A Washington, D.C. development firm has filed a more than $3-million lawsuit against a Dayton-area college.
JayCee Development filed a lawsuit in United States District Court in Dayton on Tuesday against Wilberforce University, claiming that the school owes it money for construction work dating back to 2015.
JayCee completed some updates to campus buildings in 2015 at a cost of more than $1.1 million, according to the lawsuit. Then Wilberforce University again asked the company to “perform substantial additional work” on student residence halls, the lawsuit states.
The development company agreed to perform the residence hall work, despite still being owed more than $1.1 million for its previous work, according to the lawsuit. Letters attached to the lawsuit show that the university intended to sell its King Building to JayCee and lease it back in order to finance the construction work on the residence halls.
Despite assurances from school officials, JayCee claims in the lawsuit that the university only made a payment of $350,000 and did not enter into a sale/lease-back agreement for the King Building as discussed.
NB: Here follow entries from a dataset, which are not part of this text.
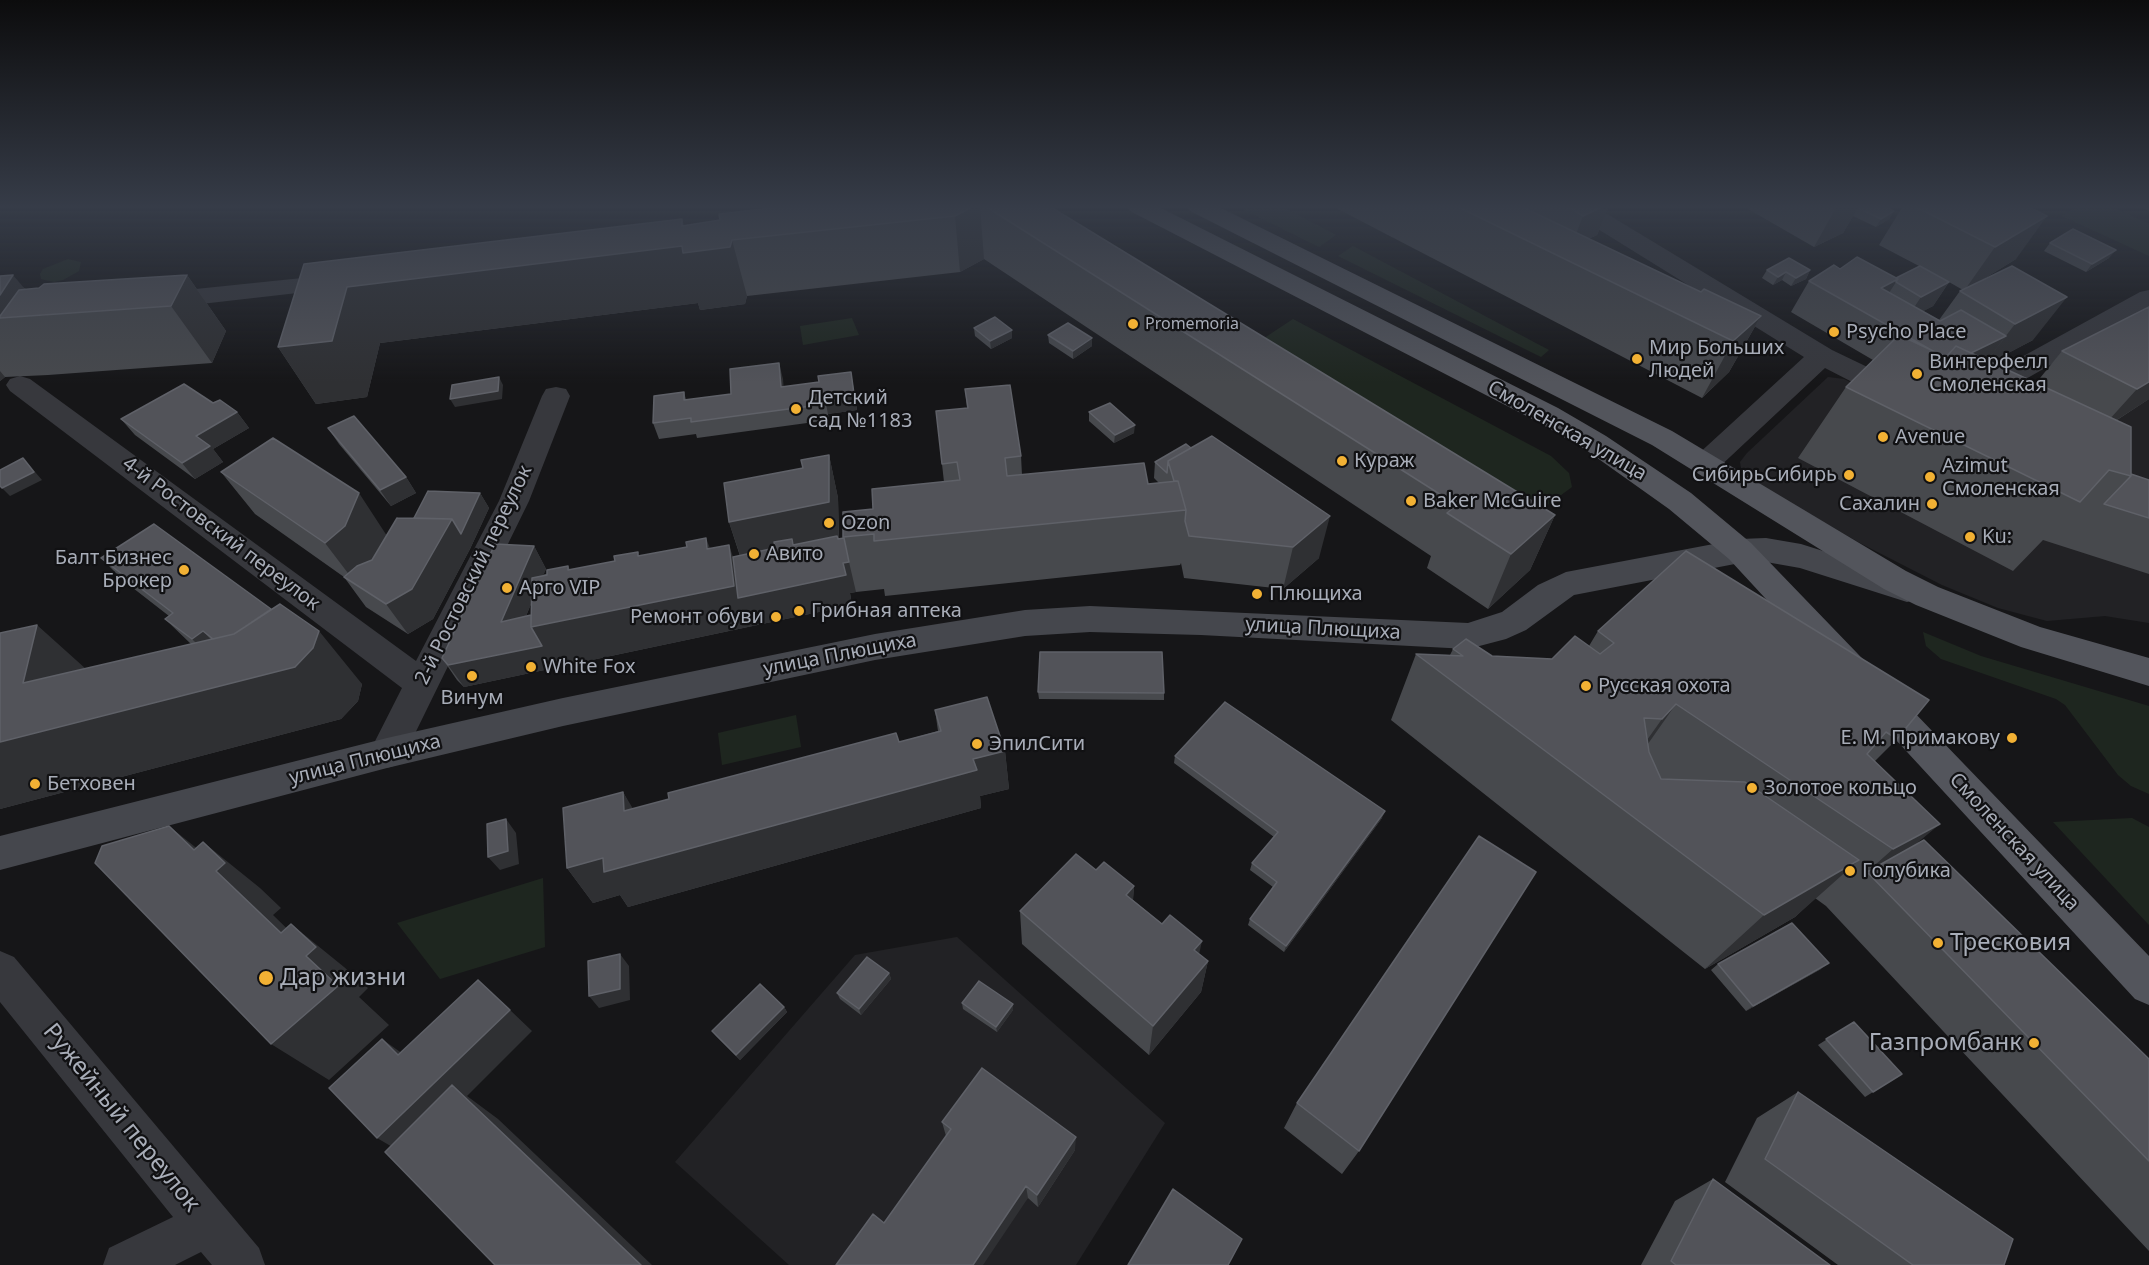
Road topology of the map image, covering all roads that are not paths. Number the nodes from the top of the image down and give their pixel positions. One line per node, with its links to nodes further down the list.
1 (1254, 265): 15 (main road, Смоленская улица)
2 (1316, 265): 14 (main road, Смоленская улица)
3 (1673, 265): 9 (street)
4 (361, 280): 6 (street)
5 (2149, 298): 7 (street)
6 (137, 303)
7 (2110, 321): 8 (street); 13 (street)
8 (2137, 334)
9 (1822, 356): 12 (street); 14 (street)
10 (20, 385): 18 (street, 4-й Ростовский переулок)
11 (556, 396): 18 (street, 2-й Ростовский переулок)
12 (1917, 403)
13 (1959, 404)
14 (1706, 464): 16 (main road, Смоленская улица)
15 (1740, 551): 16 (street, улица Плющиха); 19 (street, улица Плющиха); 22 (main road, Смоленская улица)
16 (1927, 596): 17 (main road, Смоленская улица)
17 (2149, 672)
18 (422, 684): 19 (street, 2-й Ростовский переулок)
19 (387, 753): 20 (street, улица Плющиха)
20 (0, 853)
21 (0, 971): 23 (street, Ружейный переулок)
22 (2149, 985)
23 (207, 1224): 24 (street); 25 (street, Ружейный переулок)
24 (126, 1265)
25 (242, 1265)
“JayCee ended up financing the entirety of the Phase 2 work itself and continues to carry the burden of that financing, which impairs its ability to grow its business,” the lawsuit states.
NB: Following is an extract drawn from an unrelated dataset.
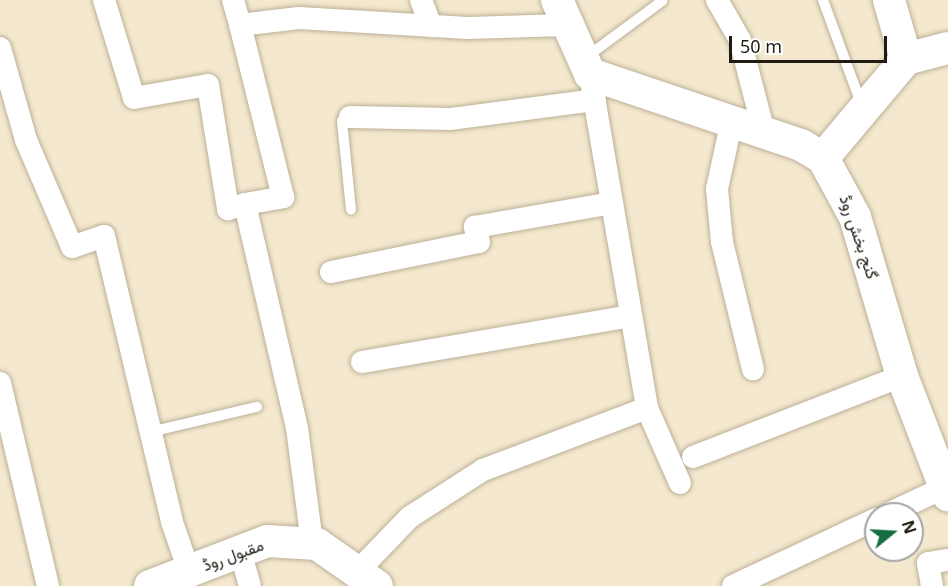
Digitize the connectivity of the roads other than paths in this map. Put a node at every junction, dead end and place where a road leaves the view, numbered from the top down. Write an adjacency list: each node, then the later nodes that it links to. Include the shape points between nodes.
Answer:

Wilberforce officials told JayCee that the reason the school could not pay the company was because it lacked “the funds to do so,” according to the lawsuit. This news organization has contacted a spokeswoman for the university for comment on the lawsuit.
The lawsuit is similar to one filed on May 29 by a local security company claiming the university owed it money.
In the May lawsuit filed in the civil division of the Montgomery County Common Pleas Court, Moonlight Security Inc. claimed that Wilberforce University breached a contract and owes it $50,350 plus interest. Moonlight, which is based at 2710 Dryden Road in Moraine, provided the historically black college with security officers and equipment and uniforms to those employees.
Wilberforce University — the oldest private historically black college — has had a history of financial problems.
Last year, the university implemented layoffs, furloughs and a 20 percent pay cut for employees. In November 2016 the school slashed $750,000 from its payroll budget in an attempt to right-size itself, then-president Herman Felton said at the time.
The university was at risk of losing its accreditation from mid-2014 through most of 2015, due to declining enrollment.
The school was issued a “show cause” order from the Higher Learning Commission that was later lifted in November 2015 after enrollment increased to around 650 students. If the college had lost its accreditation, its students would not be eligible for federal financial aid.